WHAT TO WORK ON: Print them exactly: the lines from the beginning of the entries below through the line that contains "thumb tip: (669, 349)", and only those, with the pictures left out.

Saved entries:
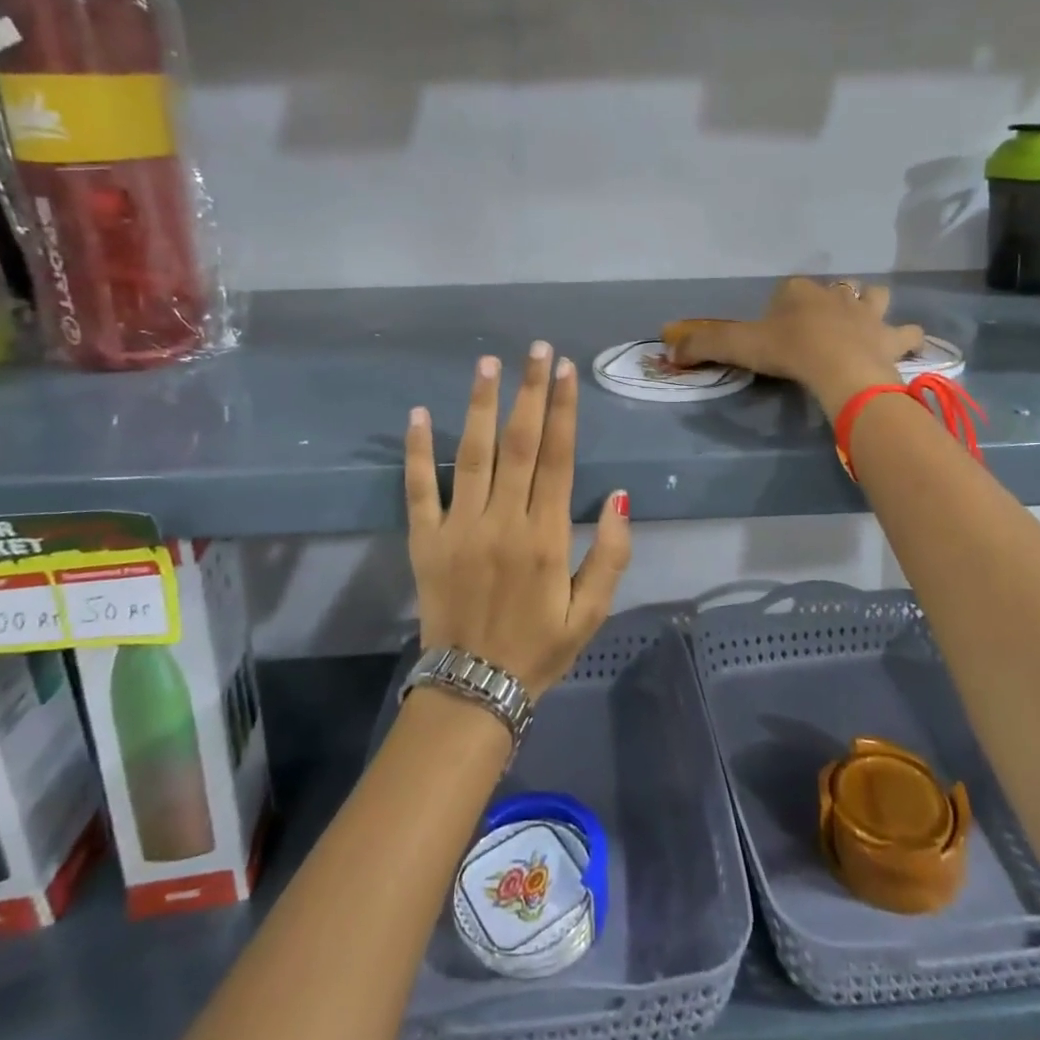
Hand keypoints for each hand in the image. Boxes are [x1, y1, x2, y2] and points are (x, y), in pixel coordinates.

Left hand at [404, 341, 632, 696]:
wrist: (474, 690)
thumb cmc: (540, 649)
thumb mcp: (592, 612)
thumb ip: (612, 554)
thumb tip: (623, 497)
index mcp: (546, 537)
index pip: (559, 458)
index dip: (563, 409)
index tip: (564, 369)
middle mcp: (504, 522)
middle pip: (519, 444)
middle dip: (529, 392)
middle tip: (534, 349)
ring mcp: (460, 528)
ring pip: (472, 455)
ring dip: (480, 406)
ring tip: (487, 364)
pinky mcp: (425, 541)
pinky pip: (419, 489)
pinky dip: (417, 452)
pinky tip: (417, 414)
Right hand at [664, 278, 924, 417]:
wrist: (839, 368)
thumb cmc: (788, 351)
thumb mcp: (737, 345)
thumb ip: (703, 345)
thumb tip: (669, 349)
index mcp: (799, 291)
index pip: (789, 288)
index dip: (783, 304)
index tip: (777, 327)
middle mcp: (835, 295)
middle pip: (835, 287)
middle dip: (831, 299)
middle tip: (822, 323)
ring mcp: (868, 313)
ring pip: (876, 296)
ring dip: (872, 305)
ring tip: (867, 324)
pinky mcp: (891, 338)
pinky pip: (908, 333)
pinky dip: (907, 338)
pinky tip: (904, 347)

EXERCISE RESULT:
Hand keypoints for each hand in the image. Boxes are [x1, y1, x2, y2] and points are (x, y), in pixel coordinates.

Left hand at [404, 341, 632, 696]:
wrist: (474, 690)
thumb cmc: (540, 649)
thumb mcp: (592, 612)
thumb ip: (612, 554)
thumb tip: (623, 497)
index mcp: (546, 537)
index pip: (559, 458)
index dip: (563, 409)
index tip: (564, 369)
middle mcp: (504, 522)
middle pip: (519, 444)
middle dip: (529, 392)
middle tip: (534, 349)
ring mcp: (460, 528)
ring pip: (472, 455)
ring dip: (480, 406)
ring tip: (487, 364)
pinky mcp: (425, 541)
pinky pip: (419, 489)
pinky dip: (417, 452)
pinky tip: (417, 414)
Right hand at [664, 278, 924, 417]:
wrist: (839, 368)
thumb cmc: (788, 351)
thumb mcp: (737, 345)
thumb ip: (703, 345)
thumb tip: (669, 349)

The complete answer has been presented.